La politica e le relazioni internazionali lo usano come forma di soft power. Dai mondiali di Mussolini a quelli del Qatar, il calcio mostra conflitti e volontà di potenza dei popoli
di Alessio Postiglione
Il calcio non è solo uno sport, ma un vero e proprio strumento di soft power da parte di Stati e gruppi di interesse. Uno strumento geopolitico, utilizzato dalle potenze economiche e politiche, ed esso stesso un attore geopolitico globale.
In un mondo in cui le potenze economiche dettano le proprie condizioni agli Stati e alla politica, il calcio, essendo un grande business, domina il mondo.
Il calcio vanta un giro d’affari di 28,4 miliardi di euro.1
La Premier League comanda la classifica con 6,7 miliardi di valore complessivo. Il calcio italiano genera invece 2,5 mld; il 12% del Pil del calcio mondiale viene prodotto nel nostro Paese: offre lavoro a 40mila persone e il contributo fiscale è di 1,2 miliardi. I “big five”, i 5 campionati europei principali – in ordine di grandezza: quello inglese, tedesco, spagnolo, italiano e francese, hanno prodotto un fatturato record di € 15,6 miliardi nel 2017/18, con un aumento del 6% rispetto all’anno precedente.
In tempi in cui trovare pochi milioni per potenziare la scuola o la sanità è sempre più difficile, l’economia del calcio surclassa quella di molti Stati sovrani.
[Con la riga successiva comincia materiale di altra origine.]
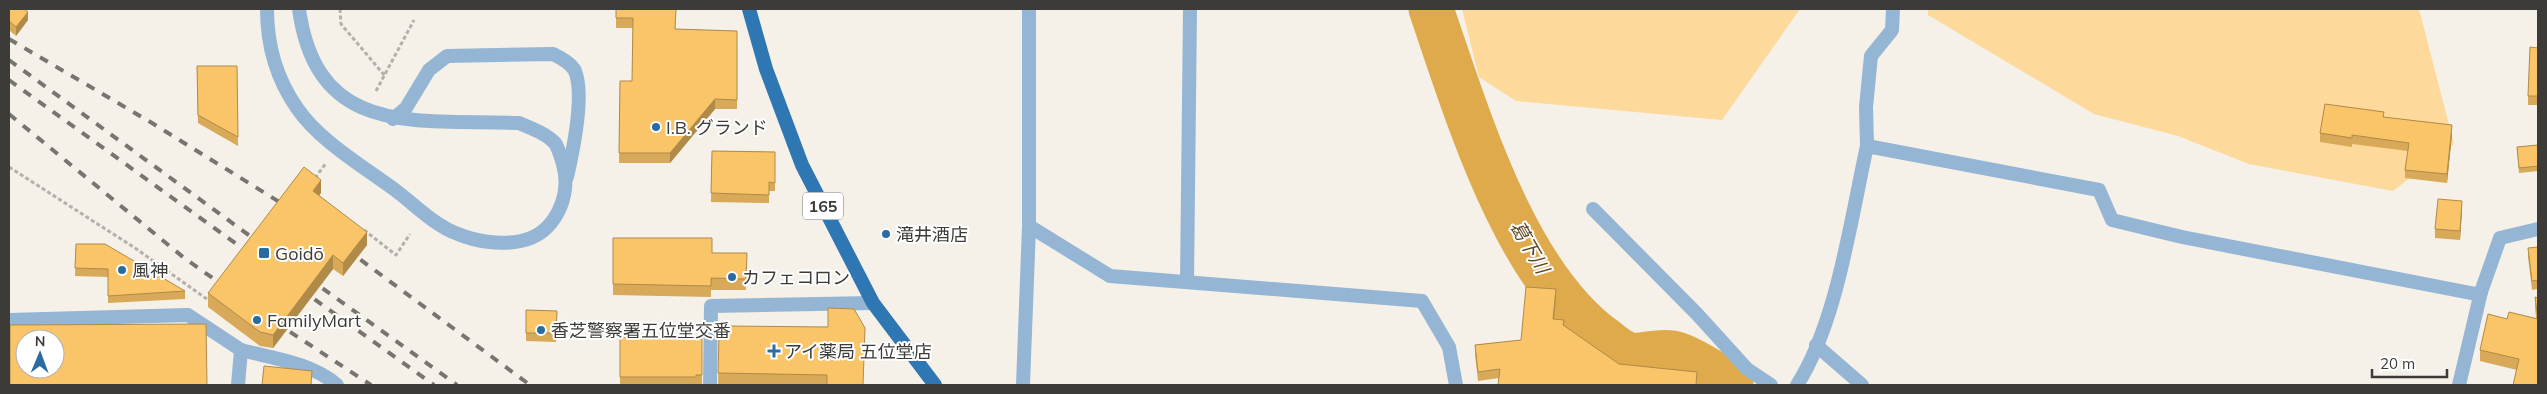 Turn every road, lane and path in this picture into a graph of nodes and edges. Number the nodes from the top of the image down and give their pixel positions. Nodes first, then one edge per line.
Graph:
1 (267, 9) edge
2 (299, 9) edge
3 (340, 9) edge
4 (749, 9) edge
5 (1029, 9) edge
6 (1190, 9) edge
7 (1892, 9) edge
8 (414, 20) dead end
9 (386, 76) junction
10 (373, 96) dead end
11 (393, 118) junction
12 (1867, 146) junction
13 (327, 161) dead end
14 (9, 167) edge
15 (567, 177) junction
16 (310, 185) edge
17 (1593, 210) dead end
18 (1029, 226) junction
19 (363, 229) edge
20 (2538, 229) edge
21 (410, 234) dead end
22 (1187, 282) junction
23 (2482, 292) junction
24 (873, 303) junction
25 (216, 306) edge
26 (9, 320) edge
27 (1816, 344) junction
28 (241, 350) junction
29 (1458, 384) edge
30 (238, 385) edge
31 (337, 385) edge
32 (710, 385) edge
33 (935, 385) edge
34 (1023, 385) edge
35 (1771, 385) edge
36 (1797, 385) edge
37 (1862, 385) edge
38 (2459, 385) edge

1 - 15 street
2 - 11 street
3 - 9 path
4 - 24 highway, 165
5 - 18 street
6 - 22 street
7 - 12 street
8 - 9 path
9 - 10 path
11 - 15 street
11 - 15 street
12 - 23 street
12 - 27 street
13 - 16 path
14 - 25 path
17 - 35 street
18 - 22 street
18 - 34 street
19 - 21 path
20 - 23 street
22 - 29 street
23 - 38 street
24 - 32 street
24 - 33 highway, 165
26 - 28 street
27 - 36 street
27 - 37 street
28 - 30 street
28 - 31 street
Il calcio muove interessi, fa battere i cuori: è più diffuso delle principali religioni monoteistiche e della democrazia liberale. I telespettatori complessivi degli ultimi Mondiali sono stati 3,572 miliardi, più della metà della popolazione mondiale di età pari o superiore a quattro anni.
Gli Stati utilizzano il calcio per affermare la propria esistenza: l’Uruguay, nato come Stato cuscinetto fra Argentina e Brasile per separare le pretese coloniali di spagnoli e portoghesi, alla luce anche del ruolo dell’Impero britannico che ne favorì la nascita, organizzò e vinse il primo mondiale nell’anno del suo centenario, per affermarsi come nazione, in senso geopolitico e identitario.
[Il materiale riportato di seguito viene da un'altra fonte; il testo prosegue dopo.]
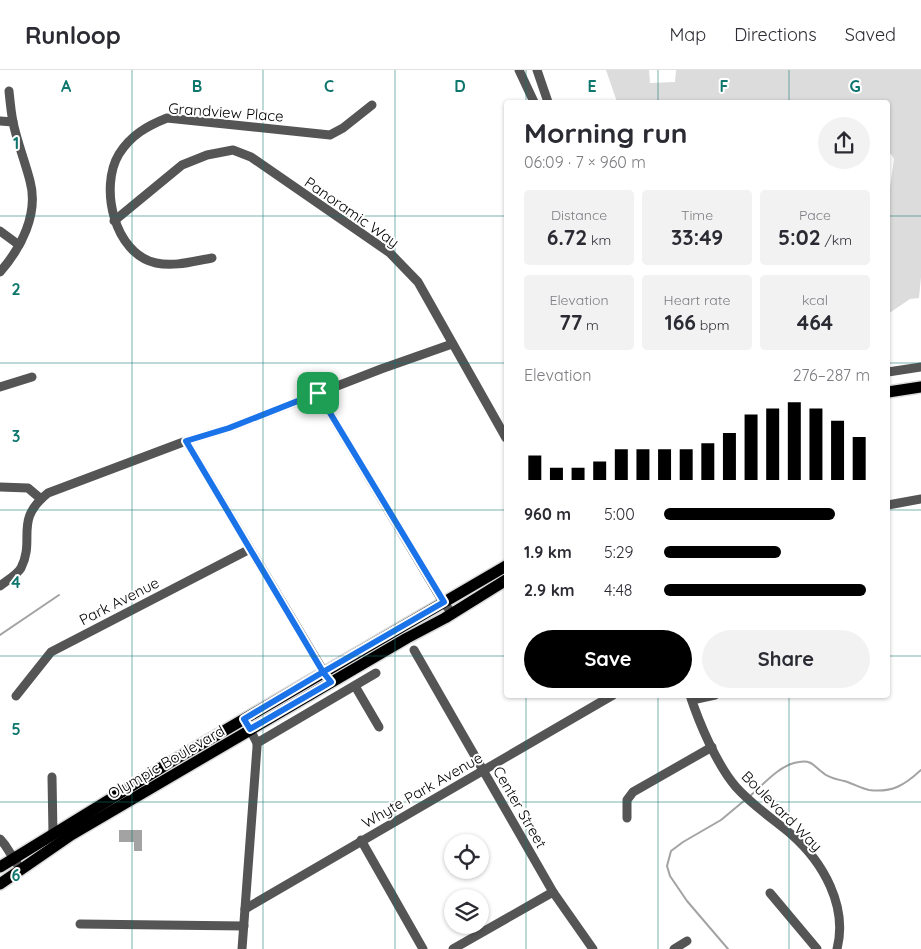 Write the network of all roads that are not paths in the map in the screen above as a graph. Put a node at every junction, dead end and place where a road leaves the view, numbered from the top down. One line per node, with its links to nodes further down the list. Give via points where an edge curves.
1 (519, 70): 4 (street)
2 (537, 70): 5 (street)
3 (9, 91): 8 (street)
4 (533, 100)
5 (547, 100)
6 (372, 105): 9 (street, Grandview Place, via 330,135 167,118 149,125 131,138 118,155 110,176)
7 (0, 121): 8 (street)
8 (13, 122): 11 (street, via 31,183 33,203 30,223)
9 (114, 221): 12 (street, Grandview Place, via 136,253 154,263 175,265); 14 (street, Panoramic Way, via 182,165 207,155 233,150 251,157 390,253 418,282)
10 (0, 231): 11 (street)
11 (19, 245): 13 (street)
12 (212, 258)
13 (0, 272)
14 (452, 344): 21 (street); 22 (street, Panoramic Way)
15 (921, 367): 16 (street)
16 (890, 372)
17 (32, 377): 18 (street)
18 (0, 387)
19 (921, 387): 20 (main road)
20 (890, 392)
21 (318, 393): 23 (street); 32 (street)
22 (504, 435)
23 (186, 441): 25 (street, via 55,490); 28 (street)
24 (0, 487): 25 (street, via 28,488)
25 (41, 499): 31 (street, via 29,516 20,570)
26 (921, 499): 27 (street)
27 (890, 505)
28 (250, 549): 35 (street); 39 (street, Park Avenue, via 52,652)
29 (504, 567): 32 (main road, Olympic Boulevard)
30 (504, 581): 33 (main road, Olympic Boulevard)
31 (0, 586)
32 (444, 602): 33 (street); 35 (main road, Olympic Boulevard)
33 (452, 613): 37 (main road, Olympic Boulevard)
34 (414, 650): 47 (street, Center Street)
35 (323, 672): 37 (street); 42 (main road, Olympic Boulevard)
36 (376, 673): 38 (street)
37 (331, 682): 44 (main road, Olympic Boulevard)
38 (355, 686): 43 (street); 45 (street)
39 (16, 696)
40 (607, 698): 47 (street, Whyte Park Avenue)
41 (691, 698): 46 (street, Boulevard Way)
42 (244, 719): 44 (street); 50 (main road, Olympic Boulevard)
43 (379, 727)
44 (250, 729): 45 (street); 55 (main road, Olympic Boulevard, via 71,835)
45 (257, 743): 59 (street)
46 (712, 747): 49 (street, via 633,792 628,800); 69 (street, Boulevard Way, via 736,788 796,839 816,863 839,910)
47 (483, 770): 51 (street, Whyte Park Avenue); 57 (street, Center Street)
48 (52, 777): 50 (street)
49 (627, 818)
50 (53, 834): 53 (main road, Olympic Boulevard)
51 (361, 840): 59 (street, Whyte Park Avenue); 64 (street)
52 (3, 842): 53 (street)
53 (14, 858): 54 (main road, Olympic Boulevard); 55 (street)
54 (0, 868)
55 (21, 870): 56 (main road, Olympic Boulevard)
56 (0, 884)
57 (553, 892): 65 (street); 66 (street, Center Street)
58 (770, 893): 68 (street)
59 (245, 909): 60 (street)
60 (244, 923): 61 (street, via 173,920 169,925); 63 (street)
61 (80, 924)
62 (687, 941): 67 (street)
63 (242, 949)
64 (423, 949)
65 (453, 949)
66 (593, 949)
67 (674, 949)
68 (817, 949)
69 (838, 949) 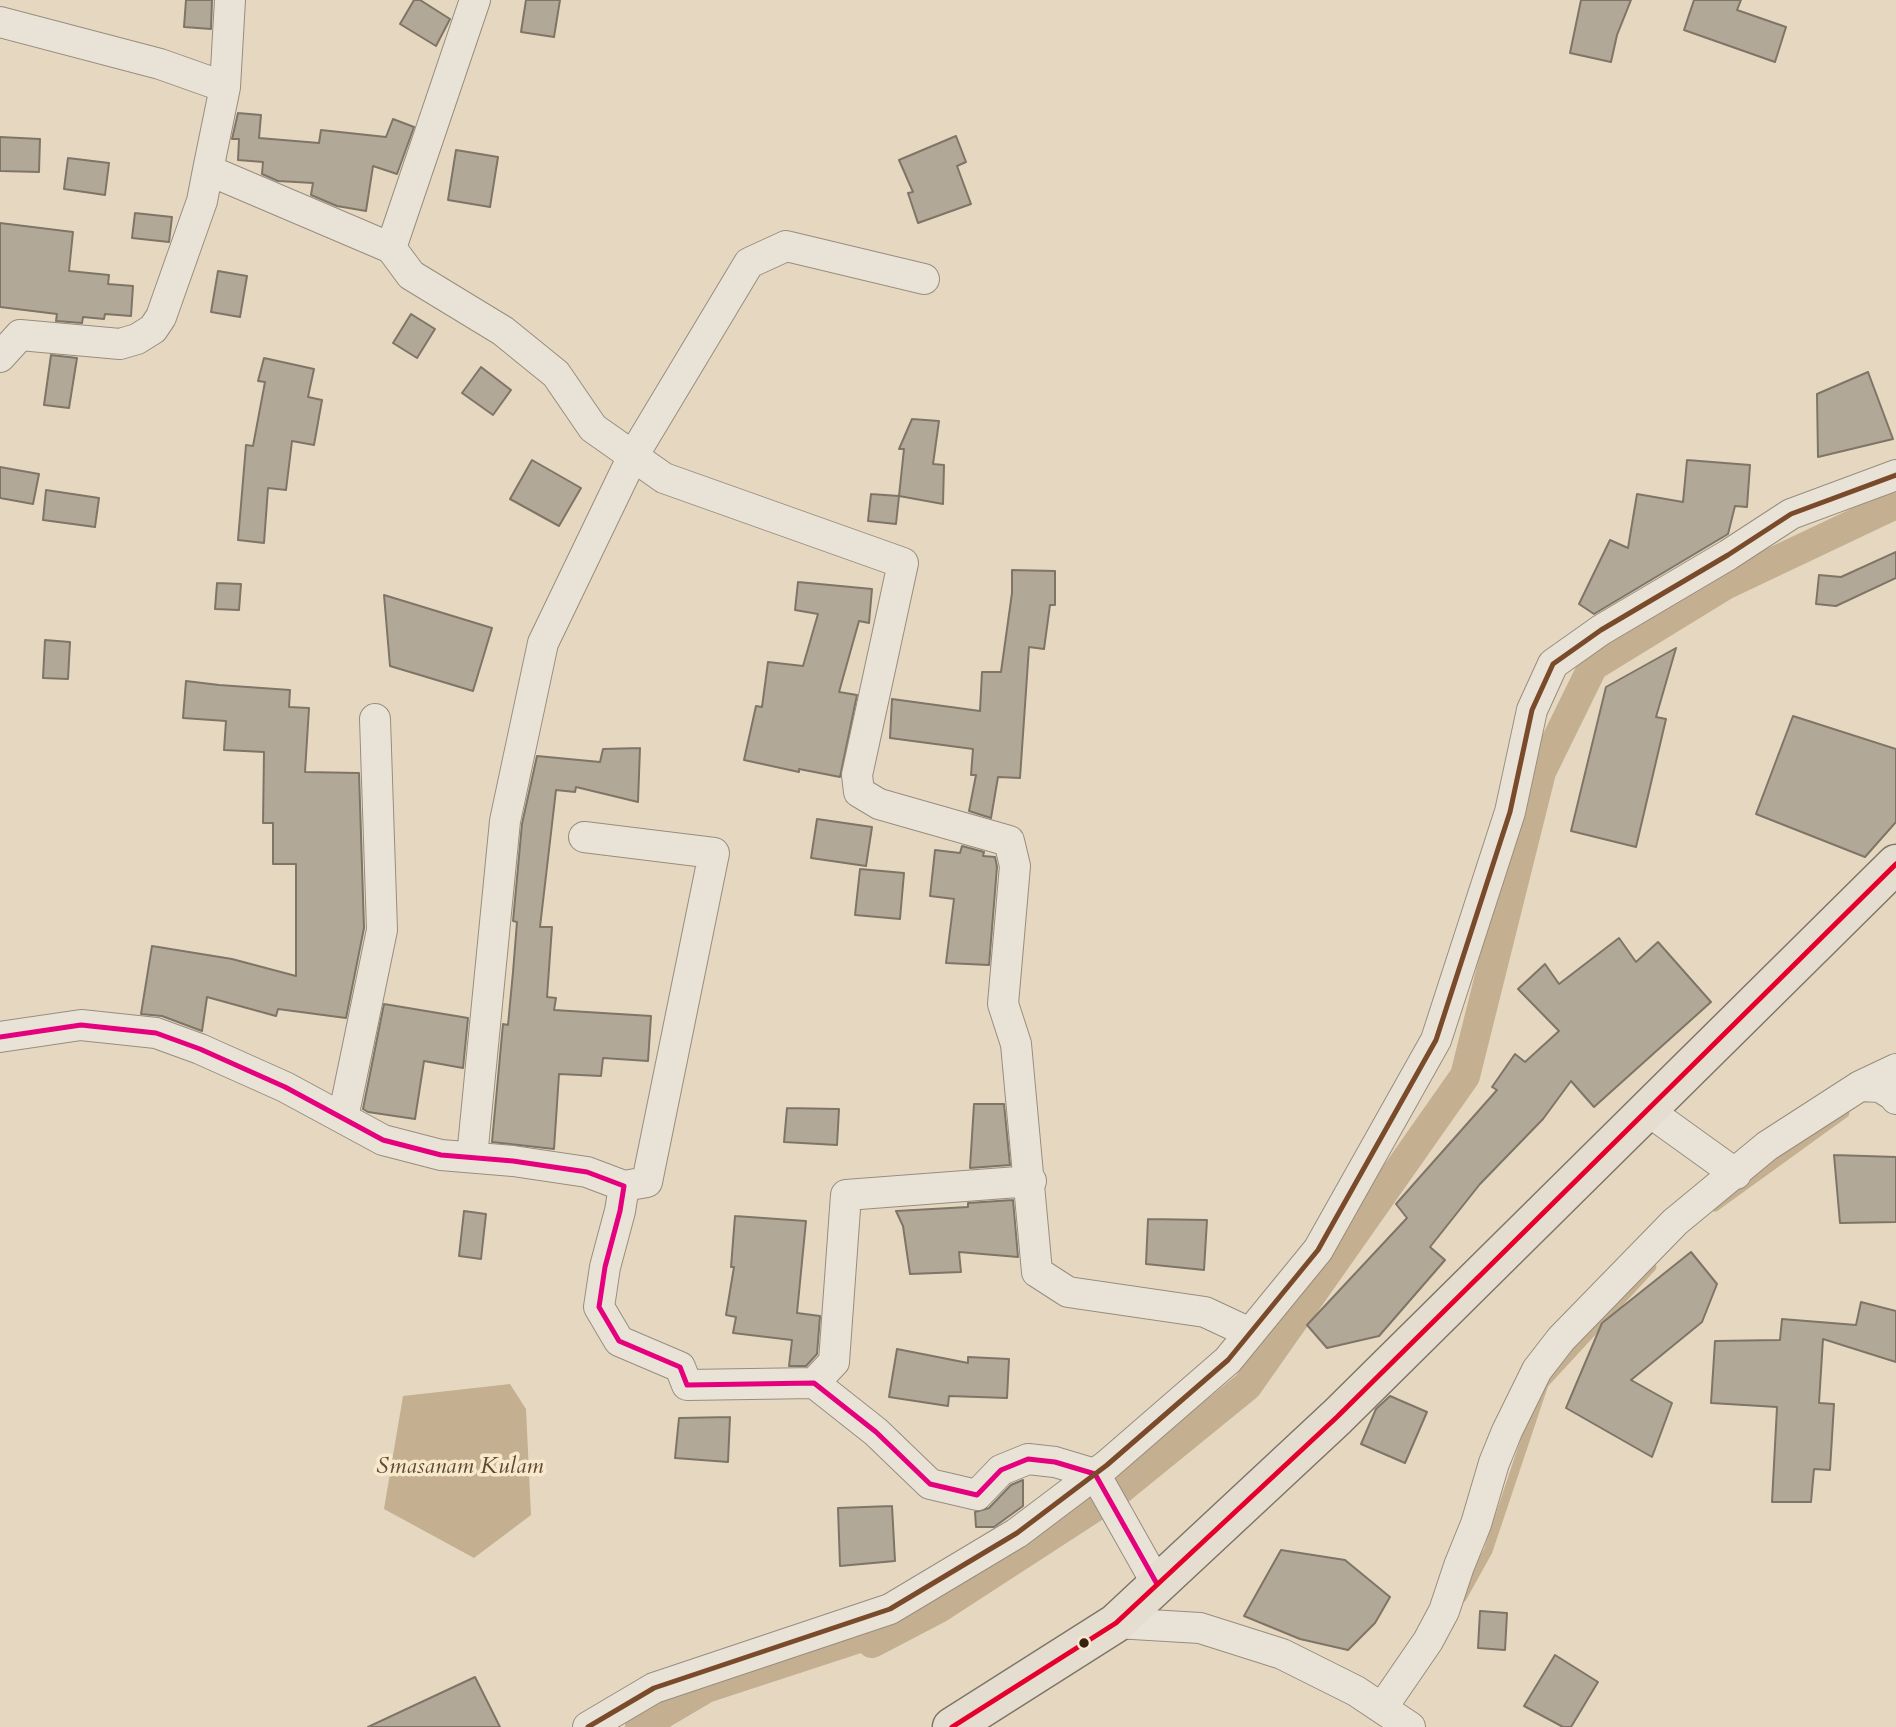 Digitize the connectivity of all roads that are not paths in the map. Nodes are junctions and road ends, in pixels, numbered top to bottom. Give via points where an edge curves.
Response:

Mussolini organizzò il secondo Mondiale per mostrare al mondo i risultati del regime fascista. L’organizzazione del Campionato, che l’Italia vinse, non fu semplice, ma si trattò di un evento a cui il Duce, esperto di comunicazione e manipolazione delle masse, aveva giustamente dato molto peso. Gli azzurri di Pozzo bissarono la vittoria iridata anche in questo caso connotata politicamente, quattro anni dopo. Celebre fu la partita Francia – Italia dei quarti, giocata in casa dei transalpini, a Marsiglia, allorquando tutti gli antifascisti, a cominciare dagli esuli italiani, tifavano per i bleus.
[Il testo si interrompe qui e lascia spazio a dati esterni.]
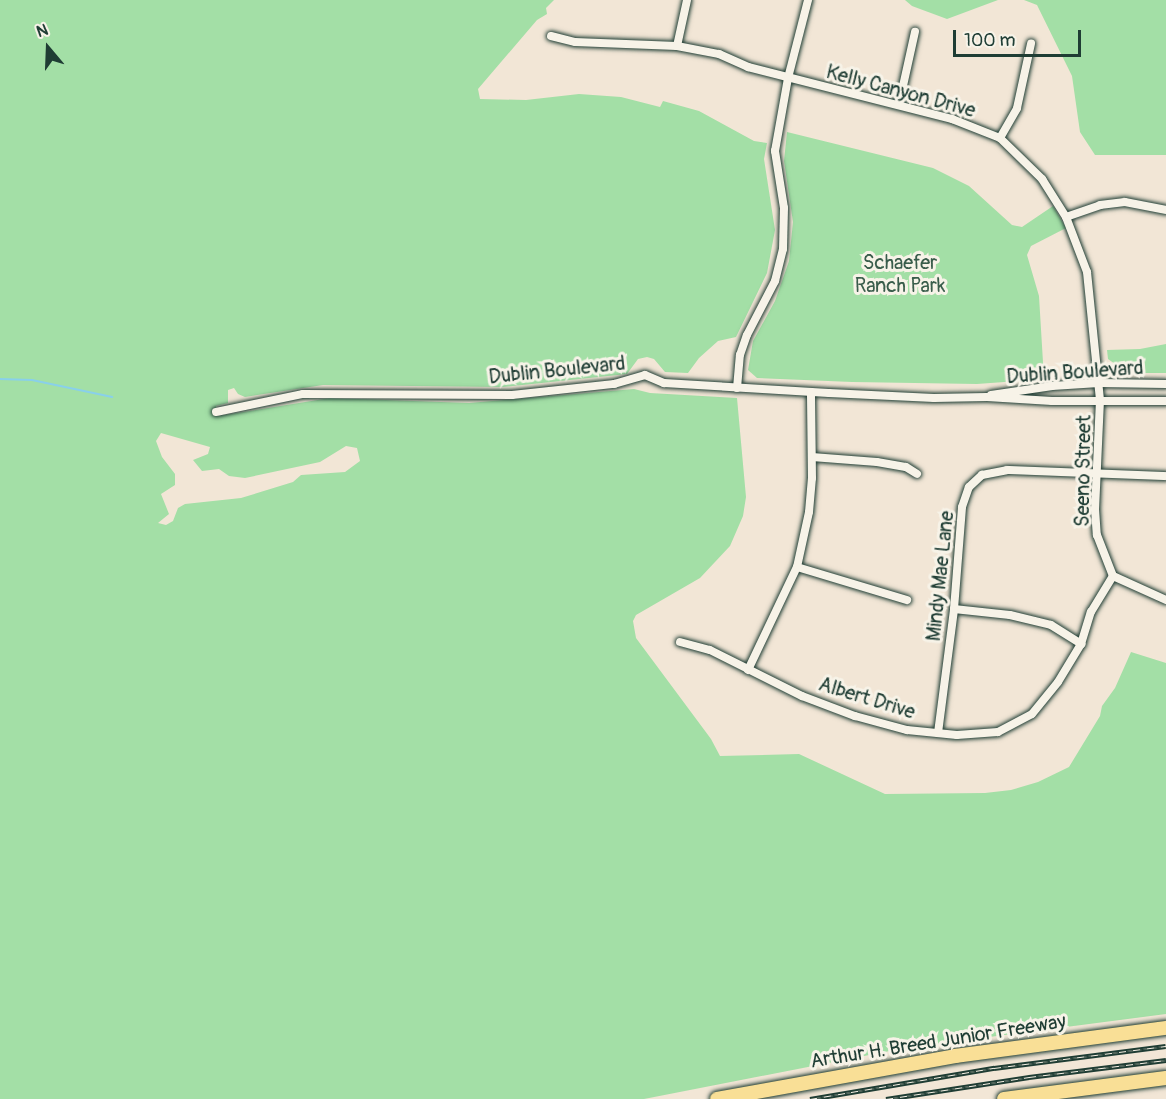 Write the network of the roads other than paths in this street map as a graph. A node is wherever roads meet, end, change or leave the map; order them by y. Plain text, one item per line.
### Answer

L’Italia, provocatoriamente, scese in campo con tanto di maglia nera – la prima e ultima volta nella storia della nostra Nazionale, facendo il saluto romano. L’Italia si impose 1-3 e avrebbe concluso il suo percorso trionfale – una vera e propria apoteosi fascista – battendo in semifinale il Brasile del grande Leonidas, e, in finale, l’Ungheria per 4-2. Per uno scherzo del destino, l’Italia si laurea campione allo Stadio Colombes, quello di Fuga per la Vittoria, il celebre film di John Huston interpretato da Pelé, che, anni dopo, avrebbe narrato la “partita della morte”, fra nazisti ed antifascisti.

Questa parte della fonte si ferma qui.